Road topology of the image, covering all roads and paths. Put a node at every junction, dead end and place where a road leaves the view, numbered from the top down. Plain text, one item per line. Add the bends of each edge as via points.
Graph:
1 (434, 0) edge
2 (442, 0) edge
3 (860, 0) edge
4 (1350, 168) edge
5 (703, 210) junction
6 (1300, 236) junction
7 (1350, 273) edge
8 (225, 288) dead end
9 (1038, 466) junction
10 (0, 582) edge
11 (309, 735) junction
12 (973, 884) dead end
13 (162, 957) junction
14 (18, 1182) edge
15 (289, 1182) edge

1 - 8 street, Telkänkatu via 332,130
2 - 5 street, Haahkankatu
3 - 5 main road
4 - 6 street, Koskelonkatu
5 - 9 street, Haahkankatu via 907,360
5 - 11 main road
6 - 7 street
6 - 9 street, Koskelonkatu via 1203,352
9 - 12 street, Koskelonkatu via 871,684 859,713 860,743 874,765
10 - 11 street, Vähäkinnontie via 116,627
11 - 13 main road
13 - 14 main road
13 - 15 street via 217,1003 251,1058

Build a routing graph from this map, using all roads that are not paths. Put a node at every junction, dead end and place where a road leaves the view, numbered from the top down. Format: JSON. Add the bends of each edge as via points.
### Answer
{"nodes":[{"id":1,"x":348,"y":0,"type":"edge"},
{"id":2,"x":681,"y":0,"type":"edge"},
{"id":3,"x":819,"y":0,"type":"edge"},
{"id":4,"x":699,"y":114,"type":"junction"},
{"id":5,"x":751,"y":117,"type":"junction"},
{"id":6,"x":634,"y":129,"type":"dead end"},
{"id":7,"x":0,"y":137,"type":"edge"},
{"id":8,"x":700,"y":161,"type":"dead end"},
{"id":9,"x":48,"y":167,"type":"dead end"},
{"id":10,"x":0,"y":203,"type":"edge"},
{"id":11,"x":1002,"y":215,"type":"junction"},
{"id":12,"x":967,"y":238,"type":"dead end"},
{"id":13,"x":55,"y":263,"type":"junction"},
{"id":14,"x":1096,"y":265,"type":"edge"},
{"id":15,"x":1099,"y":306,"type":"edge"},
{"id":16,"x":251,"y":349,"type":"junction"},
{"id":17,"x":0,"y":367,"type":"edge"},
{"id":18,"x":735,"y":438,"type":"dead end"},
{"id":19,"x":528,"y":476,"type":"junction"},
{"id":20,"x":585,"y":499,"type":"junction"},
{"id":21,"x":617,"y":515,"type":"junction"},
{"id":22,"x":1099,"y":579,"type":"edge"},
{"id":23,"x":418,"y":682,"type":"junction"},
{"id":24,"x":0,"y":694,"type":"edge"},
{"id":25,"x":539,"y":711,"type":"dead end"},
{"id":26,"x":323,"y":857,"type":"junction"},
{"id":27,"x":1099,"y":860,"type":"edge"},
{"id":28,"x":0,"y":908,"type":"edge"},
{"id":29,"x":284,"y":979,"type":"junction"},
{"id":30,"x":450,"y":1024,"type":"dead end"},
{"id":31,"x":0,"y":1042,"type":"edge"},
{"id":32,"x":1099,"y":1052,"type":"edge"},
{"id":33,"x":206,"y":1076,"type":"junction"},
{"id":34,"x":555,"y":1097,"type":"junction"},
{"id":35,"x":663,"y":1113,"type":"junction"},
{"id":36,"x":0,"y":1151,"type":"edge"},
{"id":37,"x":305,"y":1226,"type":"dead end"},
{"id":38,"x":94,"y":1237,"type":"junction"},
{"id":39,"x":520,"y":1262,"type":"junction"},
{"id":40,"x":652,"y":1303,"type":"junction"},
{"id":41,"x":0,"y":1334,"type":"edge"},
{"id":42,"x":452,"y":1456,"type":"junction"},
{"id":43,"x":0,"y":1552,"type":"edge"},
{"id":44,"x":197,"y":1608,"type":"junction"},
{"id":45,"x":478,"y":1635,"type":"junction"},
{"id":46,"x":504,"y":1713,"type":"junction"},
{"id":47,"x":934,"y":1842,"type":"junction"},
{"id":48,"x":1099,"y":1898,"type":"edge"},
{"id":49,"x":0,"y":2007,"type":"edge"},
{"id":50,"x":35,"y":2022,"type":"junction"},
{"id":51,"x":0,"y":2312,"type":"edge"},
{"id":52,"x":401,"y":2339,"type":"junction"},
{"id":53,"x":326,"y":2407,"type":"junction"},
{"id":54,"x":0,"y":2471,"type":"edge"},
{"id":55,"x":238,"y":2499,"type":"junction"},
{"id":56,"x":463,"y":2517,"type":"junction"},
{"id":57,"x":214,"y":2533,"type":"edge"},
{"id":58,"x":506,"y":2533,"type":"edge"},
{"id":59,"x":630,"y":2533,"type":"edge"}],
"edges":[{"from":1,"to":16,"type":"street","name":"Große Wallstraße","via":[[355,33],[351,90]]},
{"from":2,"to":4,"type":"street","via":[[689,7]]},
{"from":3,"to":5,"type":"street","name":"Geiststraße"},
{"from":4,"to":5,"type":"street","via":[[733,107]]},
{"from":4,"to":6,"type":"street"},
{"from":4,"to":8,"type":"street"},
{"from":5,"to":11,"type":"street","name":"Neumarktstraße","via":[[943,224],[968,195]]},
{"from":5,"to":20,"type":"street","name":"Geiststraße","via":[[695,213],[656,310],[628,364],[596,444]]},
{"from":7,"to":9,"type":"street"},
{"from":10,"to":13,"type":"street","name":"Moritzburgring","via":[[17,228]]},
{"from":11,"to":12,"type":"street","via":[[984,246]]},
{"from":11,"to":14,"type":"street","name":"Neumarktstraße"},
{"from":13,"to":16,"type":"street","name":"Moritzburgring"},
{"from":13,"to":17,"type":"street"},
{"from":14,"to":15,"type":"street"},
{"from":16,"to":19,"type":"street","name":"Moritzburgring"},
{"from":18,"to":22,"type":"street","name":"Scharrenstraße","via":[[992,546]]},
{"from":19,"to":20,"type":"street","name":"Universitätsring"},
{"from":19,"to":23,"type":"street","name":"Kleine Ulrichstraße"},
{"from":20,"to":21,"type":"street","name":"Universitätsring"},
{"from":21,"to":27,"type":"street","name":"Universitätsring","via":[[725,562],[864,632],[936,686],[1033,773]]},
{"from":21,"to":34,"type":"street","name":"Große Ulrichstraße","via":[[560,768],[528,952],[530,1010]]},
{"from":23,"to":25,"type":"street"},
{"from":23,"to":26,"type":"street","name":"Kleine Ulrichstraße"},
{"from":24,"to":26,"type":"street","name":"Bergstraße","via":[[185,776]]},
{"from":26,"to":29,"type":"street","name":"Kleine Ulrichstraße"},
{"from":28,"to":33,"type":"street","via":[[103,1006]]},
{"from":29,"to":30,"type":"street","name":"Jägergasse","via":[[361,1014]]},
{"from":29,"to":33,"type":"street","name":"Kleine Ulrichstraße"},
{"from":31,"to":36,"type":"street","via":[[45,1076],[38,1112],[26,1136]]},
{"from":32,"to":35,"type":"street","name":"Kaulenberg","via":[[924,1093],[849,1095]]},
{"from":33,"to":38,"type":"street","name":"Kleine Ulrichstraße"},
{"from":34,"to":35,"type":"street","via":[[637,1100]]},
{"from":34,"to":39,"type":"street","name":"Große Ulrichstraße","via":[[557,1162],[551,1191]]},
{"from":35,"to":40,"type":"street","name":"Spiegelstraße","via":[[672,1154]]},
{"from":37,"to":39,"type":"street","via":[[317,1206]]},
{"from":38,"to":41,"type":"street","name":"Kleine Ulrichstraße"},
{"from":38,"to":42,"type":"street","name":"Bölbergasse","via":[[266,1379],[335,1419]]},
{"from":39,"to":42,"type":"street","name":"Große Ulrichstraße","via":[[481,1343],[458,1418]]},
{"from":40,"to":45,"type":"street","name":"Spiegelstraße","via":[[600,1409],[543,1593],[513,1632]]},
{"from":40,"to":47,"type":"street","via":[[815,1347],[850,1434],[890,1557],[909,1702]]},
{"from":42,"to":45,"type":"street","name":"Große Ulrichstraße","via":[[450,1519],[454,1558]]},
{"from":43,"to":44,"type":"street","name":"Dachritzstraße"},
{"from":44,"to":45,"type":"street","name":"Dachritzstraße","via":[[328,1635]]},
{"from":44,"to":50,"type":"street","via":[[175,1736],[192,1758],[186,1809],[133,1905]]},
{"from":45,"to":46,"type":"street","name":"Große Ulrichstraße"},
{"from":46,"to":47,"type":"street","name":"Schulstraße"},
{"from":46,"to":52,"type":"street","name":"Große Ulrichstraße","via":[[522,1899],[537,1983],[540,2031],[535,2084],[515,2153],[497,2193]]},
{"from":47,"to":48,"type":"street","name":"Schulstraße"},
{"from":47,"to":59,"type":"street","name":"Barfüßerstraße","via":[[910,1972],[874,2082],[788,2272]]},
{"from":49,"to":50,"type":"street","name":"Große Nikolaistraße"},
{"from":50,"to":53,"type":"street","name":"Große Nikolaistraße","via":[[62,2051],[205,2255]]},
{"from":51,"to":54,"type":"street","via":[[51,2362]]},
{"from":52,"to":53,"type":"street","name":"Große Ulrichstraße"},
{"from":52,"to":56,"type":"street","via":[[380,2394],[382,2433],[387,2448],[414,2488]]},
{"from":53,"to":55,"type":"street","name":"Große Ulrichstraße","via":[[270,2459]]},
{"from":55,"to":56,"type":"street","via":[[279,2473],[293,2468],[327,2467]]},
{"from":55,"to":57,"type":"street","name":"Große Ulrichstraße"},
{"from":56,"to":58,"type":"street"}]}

────────────────────

#### HOW TO COMPLETE THIS TASK
In the listing above, which lines include the string "numbered"? Return every one of them.

#### EXERCISE ANSWER
Road topology of the image, covering all roads and paths. Put a node at every junction, dead end and place where a road leaves the view, numbered from the top down. Plain text, one item per line. Add the bends of each edge as via points.
Build a routing graph from this map, using all roads that are not paths. Put a node at every junction, dead end and place where a road leaves the view, numbered from the top down. Format: JSON. Add the bends of each edge as via points.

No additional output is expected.